● EXERCISE DESCRIPTION
Each record is to be transcribed in full and exactly.

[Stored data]
□ □ □ □
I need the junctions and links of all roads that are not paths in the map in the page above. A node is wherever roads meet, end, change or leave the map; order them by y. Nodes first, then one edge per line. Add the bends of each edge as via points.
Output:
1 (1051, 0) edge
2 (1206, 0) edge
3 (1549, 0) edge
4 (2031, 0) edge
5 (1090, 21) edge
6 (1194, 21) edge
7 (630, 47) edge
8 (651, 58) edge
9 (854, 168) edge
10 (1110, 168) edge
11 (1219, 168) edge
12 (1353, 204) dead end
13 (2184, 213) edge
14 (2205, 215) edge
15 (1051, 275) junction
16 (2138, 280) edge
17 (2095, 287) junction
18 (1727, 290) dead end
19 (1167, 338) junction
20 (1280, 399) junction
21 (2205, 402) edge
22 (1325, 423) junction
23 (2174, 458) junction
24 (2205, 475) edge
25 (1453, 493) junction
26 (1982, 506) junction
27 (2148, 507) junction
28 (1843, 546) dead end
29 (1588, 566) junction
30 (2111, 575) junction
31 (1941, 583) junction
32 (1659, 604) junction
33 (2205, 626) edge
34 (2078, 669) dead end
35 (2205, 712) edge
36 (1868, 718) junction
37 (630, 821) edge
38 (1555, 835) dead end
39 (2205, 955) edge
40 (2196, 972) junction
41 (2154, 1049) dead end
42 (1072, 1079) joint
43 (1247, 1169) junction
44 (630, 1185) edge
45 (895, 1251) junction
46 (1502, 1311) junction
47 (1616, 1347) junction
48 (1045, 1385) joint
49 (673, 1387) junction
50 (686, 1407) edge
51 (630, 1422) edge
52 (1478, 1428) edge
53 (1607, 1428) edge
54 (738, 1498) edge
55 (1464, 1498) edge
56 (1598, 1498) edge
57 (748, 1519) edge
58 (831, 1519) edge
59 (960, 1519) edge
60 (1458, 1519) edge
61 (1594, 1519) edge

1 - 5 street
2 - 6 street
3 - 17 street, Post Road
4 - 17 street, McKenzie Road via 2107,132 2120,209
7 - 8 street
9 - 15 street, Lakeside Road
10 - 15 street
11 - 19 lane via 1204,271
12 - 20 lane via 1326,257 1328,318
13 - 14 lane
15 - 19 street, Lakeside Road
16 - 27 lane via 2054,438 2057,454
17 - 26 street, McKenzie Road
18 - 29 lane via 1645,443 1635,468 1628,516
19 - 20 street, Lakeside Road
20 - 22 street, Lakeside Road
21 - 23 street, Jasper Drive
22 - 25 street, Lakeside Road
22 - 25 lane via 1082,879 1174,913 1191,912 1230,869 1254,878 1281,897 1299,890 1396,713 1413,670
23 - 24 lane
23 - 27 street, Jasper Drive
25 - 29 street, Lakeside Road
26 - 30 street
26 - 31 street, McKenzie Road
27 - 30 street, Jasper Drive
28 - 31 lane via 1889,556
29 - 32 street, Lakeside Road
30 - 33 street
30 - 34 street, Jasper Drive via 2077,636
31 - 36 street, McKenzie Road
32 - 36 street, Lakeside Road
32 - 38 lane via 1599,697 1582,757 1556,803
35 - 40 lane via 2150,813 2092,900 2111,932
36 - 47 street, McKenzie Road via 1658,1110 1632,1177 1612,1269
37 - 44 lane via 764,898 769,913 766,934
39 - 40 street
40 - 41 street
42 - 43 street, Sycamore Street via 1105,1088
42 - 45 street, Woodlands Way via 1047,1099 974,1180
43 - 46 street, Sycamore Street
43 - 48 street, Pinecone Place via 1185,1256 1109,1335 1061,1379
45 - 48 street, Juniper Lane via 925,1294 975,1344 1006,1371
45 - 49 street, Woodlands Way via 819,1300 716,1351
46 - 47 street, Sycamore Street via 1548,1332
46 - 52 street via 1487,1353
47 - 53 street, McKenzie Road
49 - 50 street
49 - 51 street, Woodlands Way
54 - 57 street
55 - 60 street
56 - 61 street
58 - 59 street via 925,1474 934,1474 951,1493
□ □ □ □
● RESULT BELOW
I need the junctions and links of all roads that are not paths in the map in the page above. A node is wherever roads meet, end, change or leave the map; order them by y. Nodes first, then one edge per line. Add the bends of each edge as via points.
Output:
1 (1051, 0) edge
2 (1206, 0) edge
3 (1549, 0) edge
4 (2031, 0) edge
5 (1090, 21) edge
6 (1194, 21) edge
7 (630, 47) edge
8 (651, 58) edge
9 (854, 168) edge
10 (1110, 168) edge
11 (1219, 168) edge
12 (1353, 204) dead end
13 (2184, 213) edge
14 (2205, 215) edge
15 (1051, 275) junction
16 (2138, 280) edge
17 (2095, 287) junction
18 (1727, 290) dead end
19 (1167, 338) junction
20 (1280, 399) junction
21 (2205, 402) edge
22 (1325, 423) junction
23 (2174, 458) junction
24 (2205, 475) edge
25 (1453, 493) junction
26 (1982, 506) junction
27 (2148, 507) junction
28 (1843, 546) dead end
29 (1588, 566) junction
30 (2111, 575) junction
31 (1941, 583) junction
32 (1659, 604) junction
33 (2205, 626) edge
34 (2078, 669) dead end
35 (2205, 712) edge
36 (1868, 718) junction
37 (630, 821) edge
38 (1555, 835) dead end
39 (2205, 955) edge
40 (2196, 972) junction
41 (2154, 1049) dead end
42 (1072, 1079) joint
43 (1247, 1169) junction
44 (630, 1185) edge
45 (895, 1251) junction
46 (1502, 1311) junction
47 (1616, 1347) junction
48 (1045, 1385) joint
49 (673, 1387) junction
50 (686, 1407) edge
51 (630, 1422) edge
52 (1478, 1428) edge
53 (1607, 1428) edge
54 (738, 1498) edge
55 (1464, 1498) edge
56 (1598, 1498) edge
57 (748, 1519) edge
58 (831, 1519) edge
59 (960, 1519) edge
60 (1458, 1519) edge
61 (1594, 1519) edge

1 - 5 street
2 - 6 street
3 - 17 street, Post Road
4 - 17 street, McKenzie Road via 2107,132 2120,209
7 - 8 street
9 - 15 street, Lakeside Road
10 - 15 street
11 - 19 lane via 1204,271
12 - 20 lane via 1326,257 1328,318
13 - 14 lane
15 - 19 street, Lakeside Road
16 - 27 lane via 2054,438 2057,454
17 - 26 street, McKenzie Road
18 - 29 lane via 1645,443 1635,468 1628,516
19 - 20 street, Lakeside Road
20 - 22 street, Lakeside Road
21 - 23 street, Jasper Drive
22 - 25 street, Lakeside Road
22 - 25 lane via 1082,879 1174,913 1191,912 1230,869 1254,878 1281,897 1299,890 1396,713 1413,670
23 - 24 lane
23 - 27 street, Jasper Drive
25 - 29 street, Lakeside Road
26 - 30 street
26 - 31 street, McKenzie Road
27 - 30 street, Jasper Drive
28 - 31 lane via 1889,556
29 - 32 street, Lakeside Road
30 - 33 street
30 - 34 street, Jasper Drive via 2077,636
31 - 36 street, McKenzie Road
32 - 36 street, Lakeside Road
32 - 38 lane via 1599,697 1582,757 1556,803
35 - 40 lane via 2150,813 2092,900 2111,932
36 - 47 street, McKenzie Road via 1658,1110 1632,1177 1612,1269
37 - 44 lane via 764,898 769,913 766,934
39 - 40 street
40 - 41 street
42 - 43 street, Sycamore Street via 1105,1088
42 - 45 street, Woodlands Way via 1047,1099 974,1180
43 - 46 street, Sycamore Street
43 - 48 street, Pinecone Place via 1185,1256 1109,1335 1061,1379
45 - 48 street, Juniper Lane via 925,1294 975,1344 1006,1371
45 - 49 street, Woodlands Way via 819,1300 716,1351
46 - 47 street, Sycamore Street via 1548,1332
46 - 52 street via 1487,1353
47 - 53 street, McKenzie Road
49 - 50 street
49 - 51 street, Woodlands Way
54 - 57 street
55 - 60 street
56 - 61 street
58 - 59 street via 925,1474 934,1474 951,1493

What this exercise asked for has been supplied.